— DIRECTIONS —
Please report every line in the material below where the word "Expressway" is found.
________________________
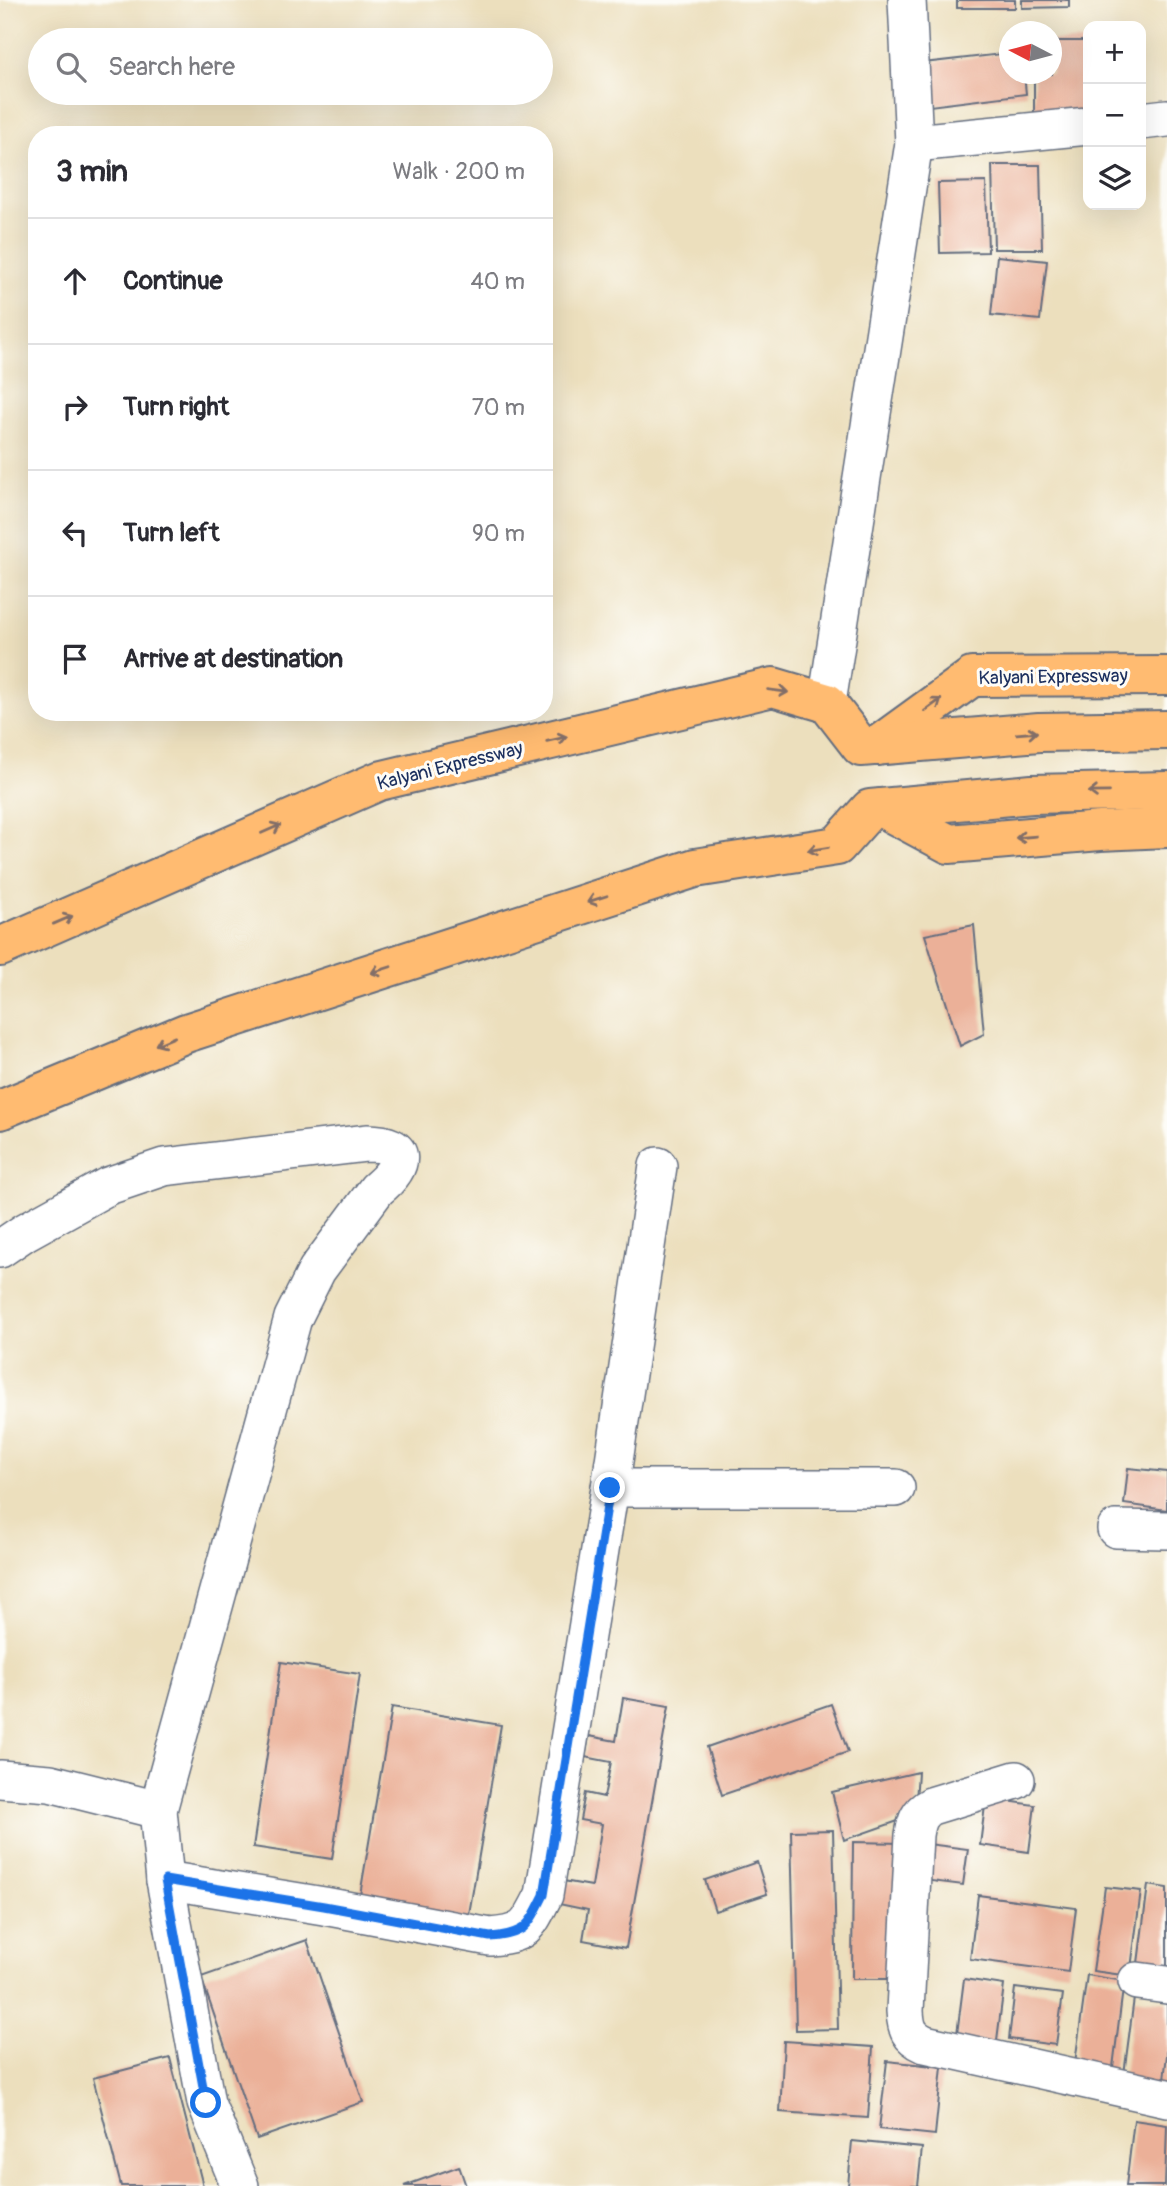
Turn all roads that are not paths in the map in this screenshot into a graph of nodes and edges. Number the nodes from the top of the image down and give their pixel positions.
1 (907, 0) edge
2 (1167, 118) edge
3 (1146, 120) edge
4 (1083, 126) edge
5 (914, 143) junction
6 (1167, 676) edge
7 (827, 703) junction
8 (1167, 730) edge
9 (869, 746) junction
10 (1167, 791) edge
11 (876, 808) junction
12 (1167, 828) edge
13 (0, 947) edge
14 (0, 1110) edge
15 (657, 1166) dead end
16 (0, 1249) edge
17 (610, 1488) junction
18 (896, 1488) dead end
19 (1116, 1529) dead end
20 (1167, 1530) edge
21 (0, 1779) edge
22 (1016, 1780) dead end
23 (158, 1810) junction
24 (165, 1880) junction
25 (1167, 2098) edge
26 (240, 2186) edge

1 - 5 street
2 - 3 street
4 - 5 street
5 - 7 street
9 -> 6 highway, Kalyani Expressway
7 - 9 highway
13 -> 7 highway, Kalyani Expressway
9 -> 8 highway
10 -> 11 highway
12 -> 11 highway
11 -> 14 highway
15 - 17 street
16 - 23 street
17 - 18 street
17 - 24 street
19 - 20 street
21 - 23 street
22 - 25 street
23 - 24 street
24 - 26 street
________________________
— ANSWER FOR THIS EXERCISE —
9 -> 6 highway, Kalyani Expressway
13 -> 7 highway, Kalyani Expressway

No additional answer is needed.